• [EXERCISE INSTRUCTIONS]
Find the word "Farm" in the listing, and copy out each line where it turns up.
⁂
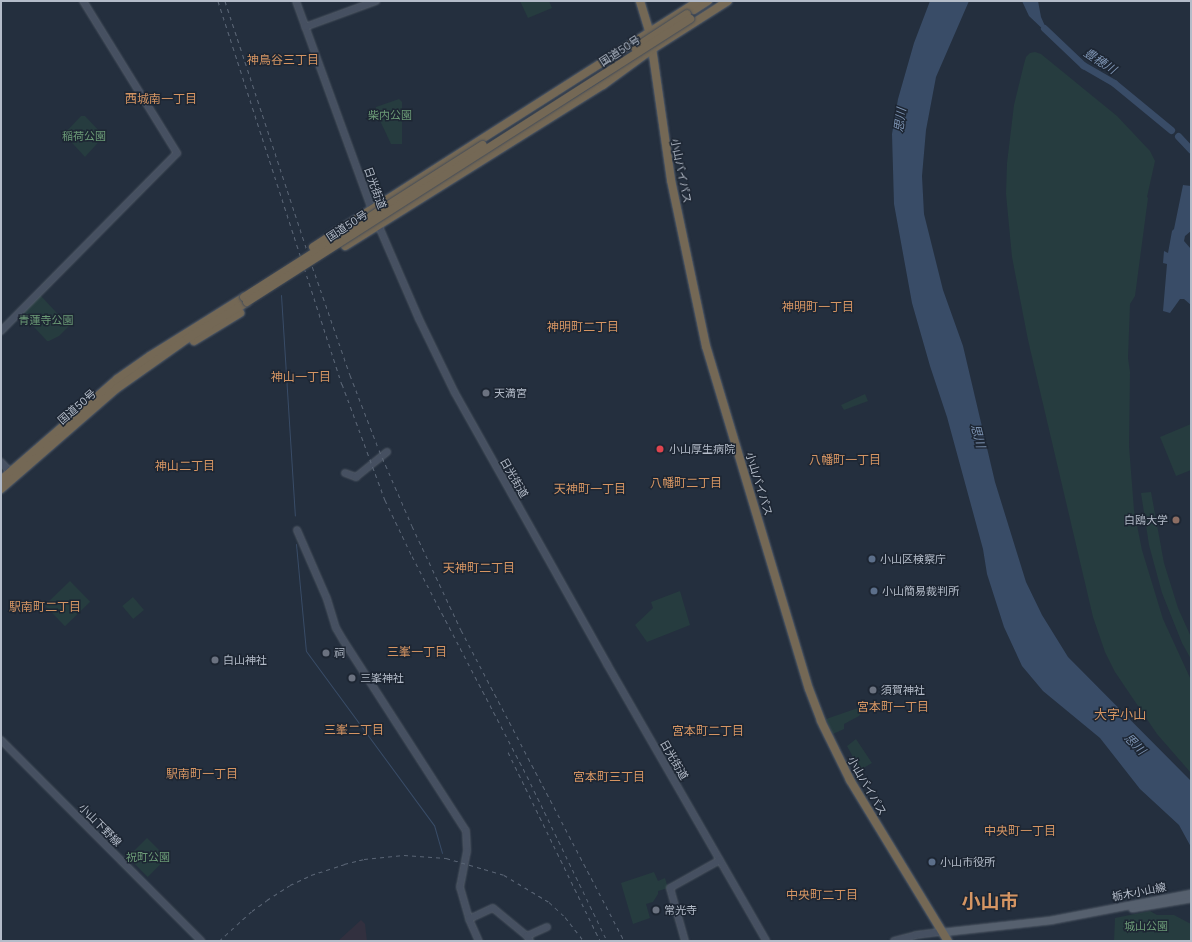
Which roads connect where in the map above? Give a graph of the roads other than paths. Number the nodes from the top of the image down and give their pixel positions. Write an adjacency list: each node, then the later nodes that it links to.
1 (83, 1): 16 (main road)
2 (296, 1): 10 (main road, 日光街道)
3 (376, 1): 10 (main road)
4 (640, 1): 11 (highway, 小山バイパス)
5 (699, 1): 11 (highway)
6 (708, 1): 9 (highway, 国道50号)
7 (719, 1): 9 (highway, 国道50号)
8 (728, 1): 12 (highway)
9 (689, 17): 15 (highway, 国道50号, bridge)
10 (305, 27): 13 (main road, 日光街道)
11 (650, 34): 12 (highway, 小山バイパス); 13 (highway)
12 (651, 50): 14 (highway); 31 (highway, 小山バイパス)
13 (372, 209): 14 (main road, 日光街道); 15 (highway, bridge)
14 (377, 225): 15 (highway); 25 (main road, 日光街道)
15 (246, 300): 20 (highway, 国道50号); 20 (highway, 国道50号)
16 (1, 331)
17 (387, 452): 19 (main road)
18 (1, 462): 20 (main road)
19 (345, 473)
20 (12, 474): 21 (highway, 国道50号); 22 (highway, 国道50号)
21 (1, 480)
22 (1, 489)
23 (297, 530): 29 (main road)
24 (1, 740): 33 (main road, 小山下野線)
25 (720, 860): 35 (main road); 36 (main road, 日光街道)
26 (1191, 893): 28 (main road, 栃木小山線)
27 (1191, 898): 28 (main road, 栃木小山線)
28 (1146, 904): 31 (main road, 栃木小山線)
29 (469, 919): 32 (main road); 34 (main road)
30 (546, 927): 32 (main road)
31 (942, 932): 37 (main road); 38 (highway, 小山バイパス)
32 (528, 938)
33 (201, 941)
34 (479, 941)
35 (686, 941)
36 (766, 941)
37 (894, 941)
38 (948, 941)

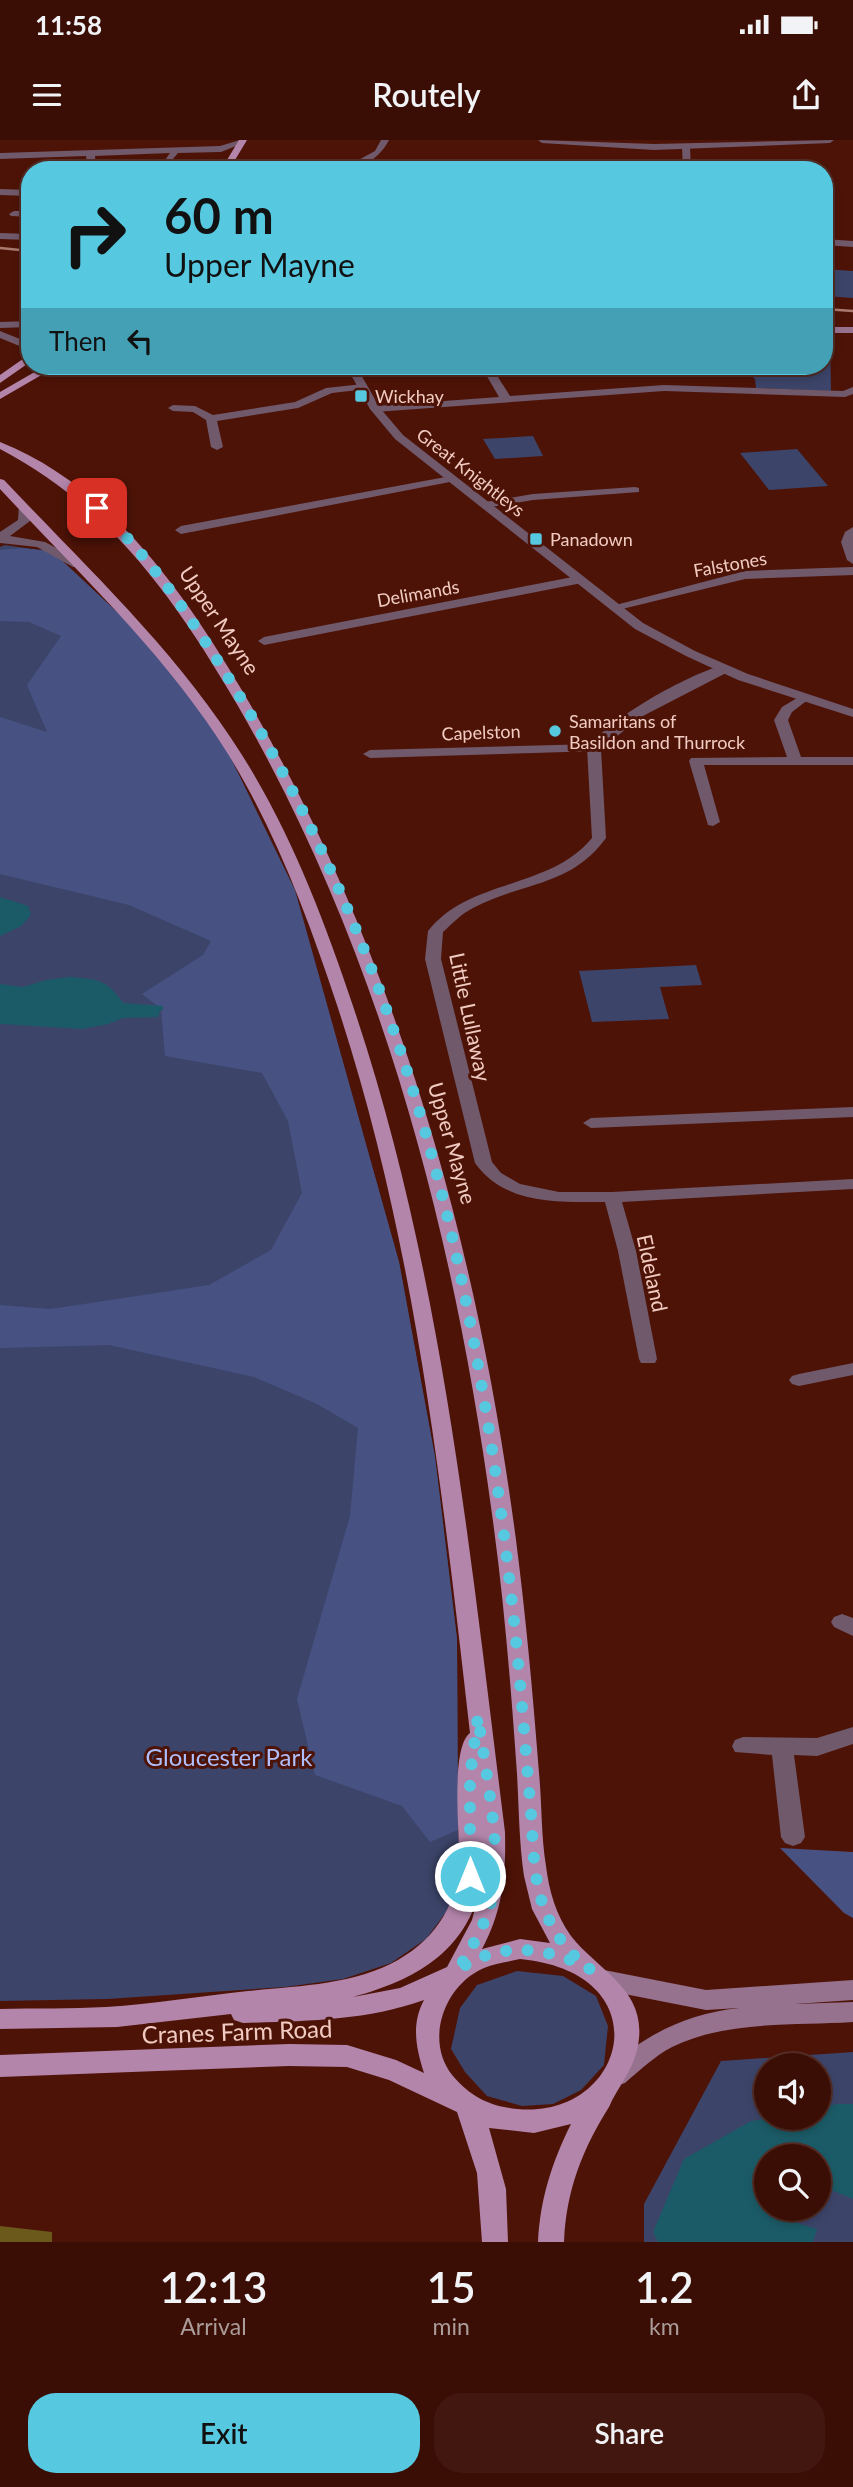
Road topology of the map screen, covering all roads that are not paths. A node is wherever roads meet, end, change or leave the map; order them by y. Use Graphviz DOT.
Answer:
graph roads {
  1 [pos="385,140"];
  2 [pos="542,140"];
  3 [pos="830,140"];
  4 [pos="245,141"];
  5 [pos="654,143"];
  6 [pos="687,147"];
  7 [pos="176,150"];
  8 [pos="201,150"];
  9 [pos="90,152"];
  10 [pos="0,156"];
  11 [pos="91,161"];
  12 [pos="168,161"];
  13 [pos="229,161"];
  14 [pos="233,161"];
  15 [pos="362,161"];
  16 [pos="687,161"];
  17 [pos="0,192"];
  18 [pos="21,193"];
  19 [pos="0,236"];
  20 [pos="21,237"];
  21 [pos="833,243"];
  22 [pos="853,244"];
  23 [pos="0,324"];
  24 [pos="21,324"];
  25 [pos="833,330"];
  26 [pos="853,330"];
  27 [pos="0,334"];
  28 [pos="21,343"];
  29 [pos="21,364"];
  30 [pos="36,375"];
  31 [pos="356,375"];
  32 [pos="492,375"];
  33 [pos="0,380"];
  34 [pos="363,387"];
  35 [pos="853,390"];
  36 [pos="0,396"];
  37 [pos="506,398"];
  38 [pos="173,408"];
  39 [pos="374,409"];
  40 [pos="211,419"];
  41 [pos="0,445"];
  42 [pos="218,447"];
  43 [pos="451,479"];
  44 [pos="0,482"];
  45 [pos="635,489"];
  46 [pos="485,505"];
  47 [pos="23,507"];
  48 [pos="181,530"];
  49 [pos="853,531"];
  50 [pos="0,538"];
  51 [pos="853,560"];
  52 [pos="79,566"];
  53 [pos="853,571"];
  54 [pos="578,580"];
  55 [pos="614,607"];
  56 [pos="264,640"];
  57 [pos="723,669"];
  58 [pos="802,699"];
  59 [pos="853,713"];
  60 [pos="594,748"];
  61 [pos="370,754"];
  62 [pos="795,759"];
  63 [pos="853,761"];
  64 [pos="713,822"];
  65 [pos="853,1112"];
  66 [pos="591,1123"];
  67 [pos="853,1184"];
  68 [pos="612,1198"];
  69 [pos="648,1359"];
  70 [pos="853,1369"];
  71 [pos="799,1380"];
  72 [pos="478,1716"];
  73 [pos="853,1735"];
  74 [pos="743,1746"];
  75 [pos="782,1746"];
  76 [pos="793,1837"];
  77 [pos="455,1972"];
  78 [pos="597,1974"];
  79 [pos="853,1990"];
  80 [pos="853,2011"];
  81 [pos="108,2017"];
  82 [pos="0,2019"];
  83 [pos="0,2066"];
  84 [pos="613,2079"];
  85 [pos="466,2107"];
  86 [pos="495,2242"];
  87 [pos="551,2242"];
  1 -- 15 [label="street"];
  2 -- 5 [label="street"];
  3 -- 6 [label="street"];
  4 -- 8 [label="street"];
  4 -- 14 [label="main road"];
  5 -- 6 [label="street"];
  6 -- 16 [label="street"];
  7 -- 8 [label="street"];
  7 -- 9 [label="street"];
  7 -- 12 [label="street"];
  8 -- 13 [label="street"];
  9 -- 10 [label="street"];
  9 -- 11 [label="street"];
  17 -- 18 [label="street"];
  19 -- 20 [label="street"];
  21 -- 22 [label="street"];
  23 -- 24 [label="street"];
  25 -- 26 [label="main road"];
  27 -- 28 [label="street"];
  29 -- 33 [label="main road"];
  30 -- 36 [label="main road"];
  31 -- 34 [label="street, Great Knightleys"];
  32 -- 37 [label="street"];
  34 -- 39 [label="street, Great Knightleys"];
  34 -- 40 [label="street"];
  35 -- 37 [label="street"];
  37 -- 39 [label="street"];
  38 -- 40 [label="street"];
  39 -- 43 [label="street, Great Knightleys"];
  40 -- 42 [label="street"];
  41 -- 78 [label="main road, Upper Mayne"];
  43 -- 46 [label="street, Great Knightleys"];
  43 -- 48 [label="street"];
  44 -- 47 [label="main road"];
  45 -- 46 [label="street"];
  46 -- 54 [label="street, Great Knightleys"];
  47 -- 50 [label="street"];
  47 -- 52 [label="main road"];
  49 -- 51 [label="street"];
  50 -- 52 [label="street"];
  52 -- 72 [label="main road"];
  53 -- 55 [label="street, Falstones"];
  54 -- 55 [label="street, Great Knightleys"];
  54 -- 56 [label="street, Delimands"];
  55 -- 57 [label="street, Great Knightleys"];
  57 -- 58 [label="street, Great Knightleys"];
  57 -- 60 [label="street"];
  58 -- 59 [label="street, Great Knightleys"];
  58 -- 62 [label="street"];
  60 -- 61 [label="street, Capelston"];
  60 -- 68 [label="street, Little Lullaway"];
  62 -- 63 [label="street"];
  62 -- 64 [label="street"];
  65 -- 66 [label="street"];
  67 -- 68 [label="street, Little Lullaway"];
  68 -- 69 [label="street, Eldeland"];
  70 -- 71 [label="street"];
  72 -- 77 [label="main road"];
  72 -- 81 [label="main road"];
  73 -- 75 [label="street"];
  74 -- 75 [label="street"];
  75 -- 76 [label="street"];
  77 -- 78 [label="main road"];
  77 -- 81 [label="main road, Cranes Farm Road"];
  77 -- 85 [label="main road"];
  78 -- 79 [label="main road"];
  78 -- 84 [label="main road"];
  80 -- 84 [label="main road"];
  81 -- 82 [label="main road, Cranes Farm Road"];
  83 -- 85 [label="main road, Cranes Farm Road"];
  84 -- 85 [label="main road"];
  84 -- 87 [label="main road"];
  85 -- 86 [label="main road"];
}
⁂
• [COMPLETED TASK]
  77 -- 81 [label="main road, Cranes Farm Road"];
  81 -- 82 [label="main road, Cranes Farm Road"];
  83 -- 85 [label="main road, Cranes Farm Road"];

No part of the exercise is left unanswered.